A l’aube du 21e siècle, le « demeurer à domicile » porté par les soins à domicile se développe de manière intensive pour favoriser le maintien dans le lieu de vie privé, ce qui repousse progressivement et inexorablement l’âge d’entrée en EMS et conduit ces derniers à s’adapter quant aux besoins liés aux 4e et 5e âges en développant et renforçant leur palette de soins.
A cette époque, les fondements des soins palliatifs actuels se mettent en place.
Au terme de ce retour dans le temps, nous revenons sur les activités de la Fondation Résidence La Faverge et à sa réalité.
En effet, depuis environ cinq ans la Résidence a constaté – en parallèle de l’augmentation de l’âge moyen des résidents – une nette progression des demandes d’accueil pour des personnes issues des « trente glorieuses » souffrant de nouvelles pathologies.
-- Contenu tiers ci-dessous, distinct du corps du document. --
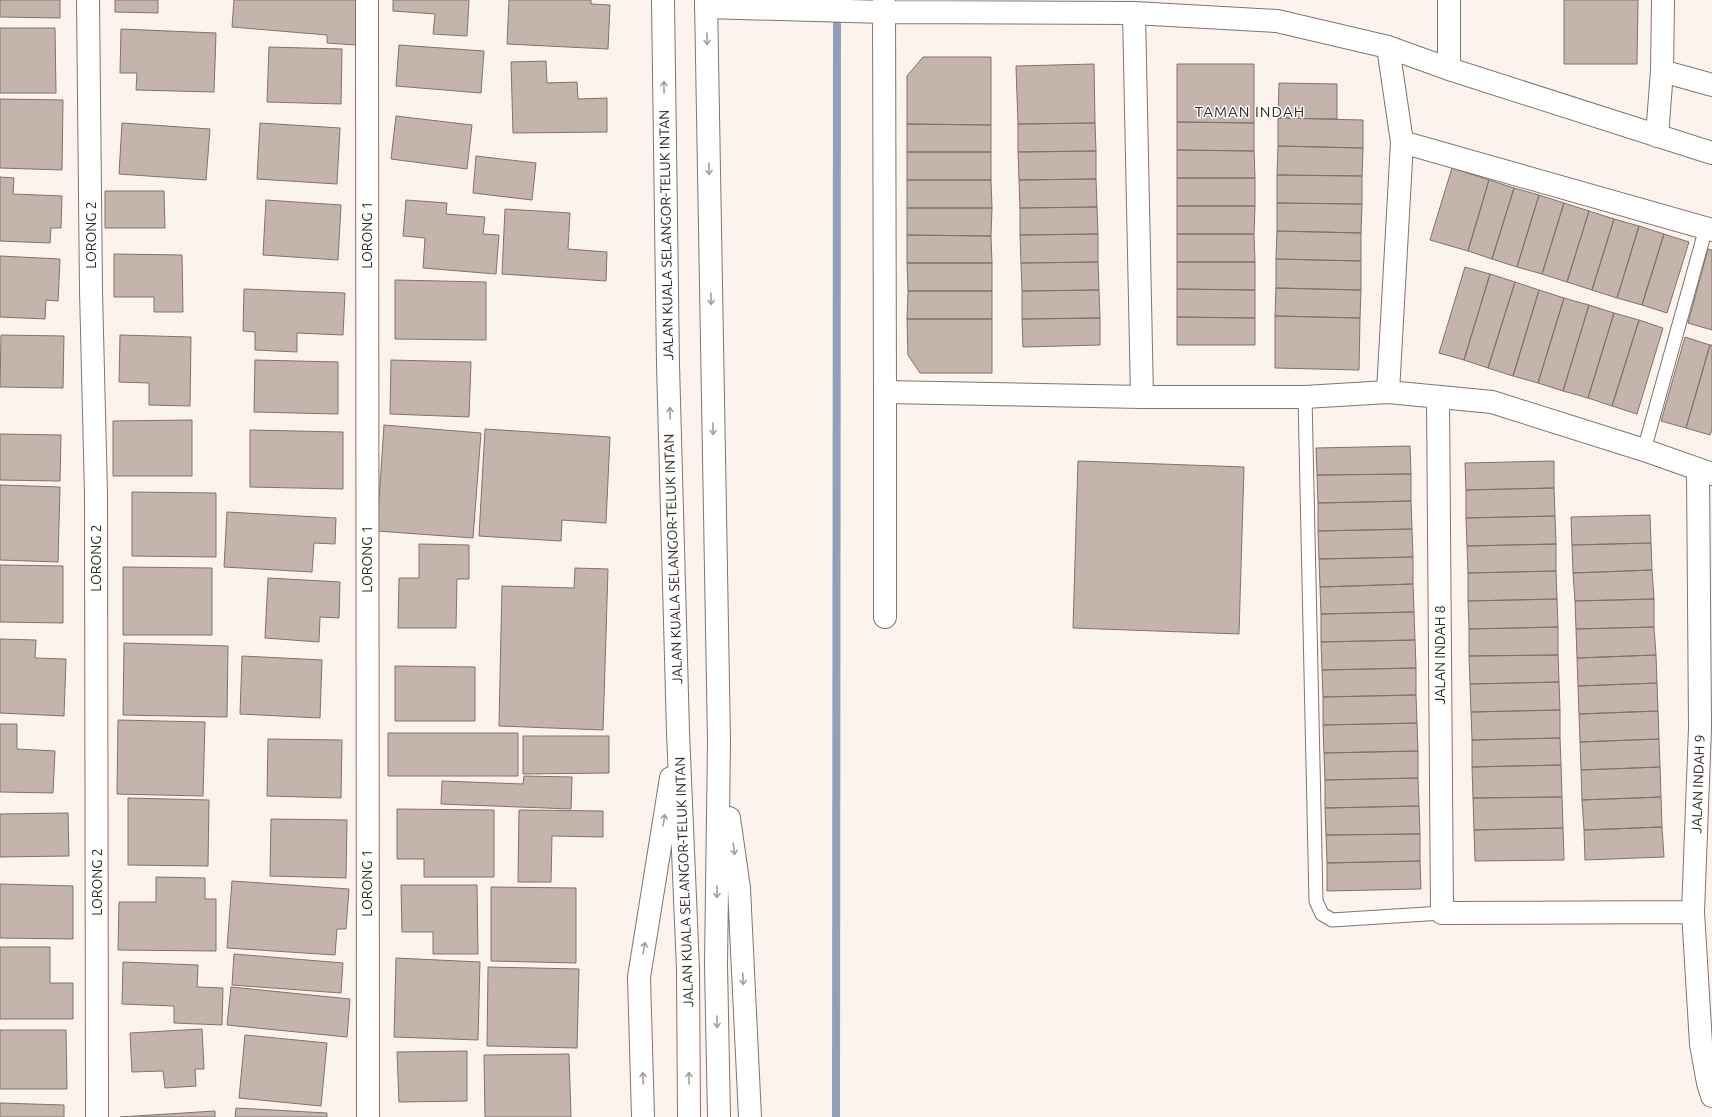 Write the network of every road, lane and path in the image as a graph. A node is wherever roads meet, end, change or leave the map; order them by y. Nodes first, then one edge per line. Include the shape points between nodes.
1 (88, 0) edge
2 (366, 0) edge
3 (663, 0) edge
4 (1449, 0) edge
5 (1663, 0) edge
6 (706, 4) edge
7 (772, 4) edge
8 (884, 6) edge
9 (1134, 13) junction
10 (1388, 47) junction
11 (1449, 69) junction
12 (1662, 71) junction
13 (1712, 85) edge
14 (1657, 136) junction
15 (1402, 142) junction
16 (1712, 153) edge
17 (1709, 229) edge
18 (885, 392) junction
19 (1388, 392) junction
20 (1142, 397) junction
21 (1304, 397) junction
22 (1438, 398) junction
23 (1644, 450) junction
24 (1705, 472) edge
25 (884, 617) dead end
26 (1706, 729) edge
27 (678, 732) junction
28 (719, 741) junction
29 (1693, 912) junction
30 (1442, 913) junction
31 (1712, 1096) edge
32 (97, 1117) edge
33 (368, 1117) edge
34 (643, 1117) edge
35 (689, 1117) edge
36 (719, 1117) edge
37 (750, 1117) edge

1 - 32 main road, LORONG 2 via 96,502
2 - 33 main road, LORONG 1
27 -> 3 main road, JALAN KUALA SELANGOR-TELUK INTAN via 668,364
4 - 11 main road
5 - 12 main road
6 - 7 main road
6 -> 28 main road, JALAN KUALA SELANGOR-TELUK INTAN
7 - 8 main road
8 - 9 main road
8 - 18 main road
9 - 10 main road via 1277,21
9 - 20 main road
10 - 11 main road
10 - 15 main road
11 - 14 main road
12 - 13 main road
12 - 14 main road
14 - 16 main road
15 - 17 main road
15 - 19 main road
17 - 23 lane
18 - 20 main road
18 - 25 main road
19 - 21 main road
19 - 22 main road
20 - 21 main road
21 - 30 lane via 1316,901 1322,914 1332,920
22 - 23 main road via 1492,402
22 - 30 main road, JALAN INDAH 8
23 - 24 main road
24 - 26 main road, JALAN INDAH 9
26 - 29 main road, JALAN INDAH 9
34 -> 27 main road via 639,977
35 -> 27 main road, JALAN KUALA SELANGOR-TELUK INTAN via 688,969
28 -> 36 main road, JALAN KUALA SELANGOR-TELUK INTAN via 716,965
28 -> 37 main road via 739,888
29 - 30 main road
29 - 31 main road, JALAN INDAH 9 via 1701,1044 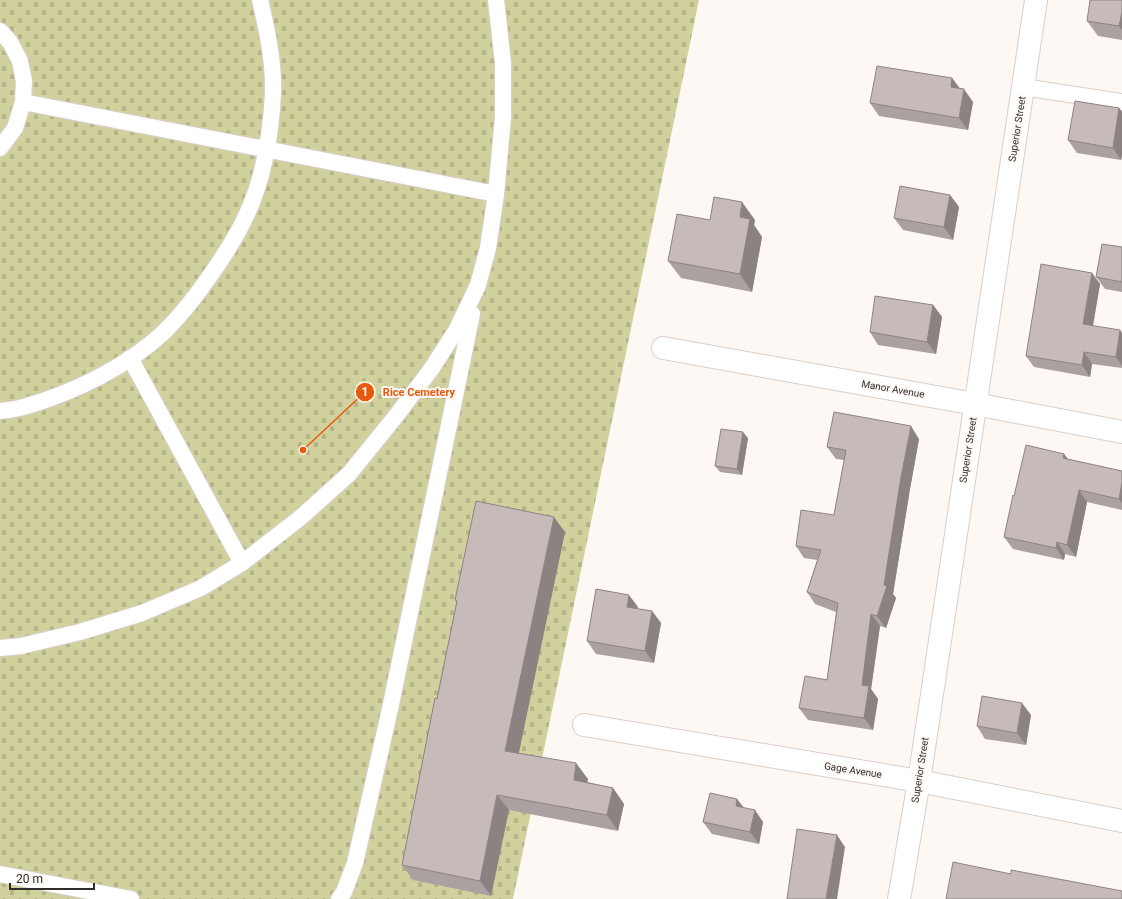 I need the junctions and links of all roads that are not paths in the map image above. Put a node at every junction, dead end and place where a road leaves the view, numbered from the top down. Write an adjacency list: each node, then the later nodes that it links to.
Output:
1 (260, 0): 9 (lane)
2 (496, 0): 10 (lane)
3 (1036, 0): 5 (street, Superior Street)
4 (0, 31): 6 (lane)
5 (1023, 87): 7 (lane); 14 (street, Superior Street)
6 (24, 102): 8 (lane); 9 (lane)
7 (1122, 102)
8 (0, 148)
9 (267, 150): 10 (lane); 13 (lane)
10 (496, 194): 11 (lane)
11 (478, 285): 17 (lane); 24 (lane)
12 (663, 348): 14 (street, Manor Avenue)
13 (130, 358): 15 (lane); 17 (lane)
14 (975, 404): 16 (street, Manor Avenue); 20 (street, Superior Street)
15 (0, 411)
16 (1122, 432)
17 (242, 563): 18 (lane)
18 (0, 648)
19 (584, 725): 20 (street, Gage Avenue)
20 (919, 781): 21 (street, Gage Avenue); 25 (street, Superior Street)
21 (1122, 821)
22 (0, 874): 23 (lane)
23 (131, 899)
24 (338, 899)
25 (899, 899)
C’est ce constat qui a conduit notre institution à faire évoluer ses buts (voir encadré) pour permettre d’accueillir ces situations atypiques orientées vers la Résidence La Faverge par les réseaux de soin (Brio, etc.).
A l’instant où nous écrivons ces lignes, la Fondation Résidence La Faverge accueille 7 % de résidents de moins de 65 ans et 93 % de résidents de plus de 65 ans dont 3 centenaires.
Force est de remarquer que l’ensemble de la population se fragilise et ce quel que soit son âge, ce qui a mené la Fondation Résidence La Faverge à se positionner comme un lieu de soin où il fait bon vivre, par opposition à un chez soi, ce dernier ne pouvant appartenir de fait qu’à la sphère privée (appartement classique ou logement protégé) et ce pour adapter sa vision à l’évolution du contexte socio-économico-politico-sanitaire récent et futur.
Par ailleurs, la conjonction de l’accueil d’une catégorie de personnes s’écartant de l’image que l’on se fait d’une institution telle que la Résidence La Faverge et les mesures sanitaires ont amené cette dernière à chercher le savant équilibre qui permet une autonomie légitime tout en répondant à un besoin accru en sécurité ; la mise en place d’un large périmètre marquant les limites de la parcelle par une prolongation de la clôture existante, dispositif amovible et totalement adaptable, a apporté une réponse à ces nouvelles données en offrant un filtre de sécurité isolant et en donnant accès aux résidents à un espace élargi tout en les protégeant de l’extérieur.
Depuis mars 2020, la Fondation a pour buts l’exploitation d’un établissement de gériatrie entrant dans le cadre de l’équipement
gériatrique cantonal ainsi que la construction, la création et la mise en place de toute
structure d’hébergement, d’accompagnement et de soutien en adéquation avec les besoins sociétaux touchant les personnes âgées et/ou fragilisées et/ou vulnérabilisées et/ou en situation de handicap sans distinction d’âge.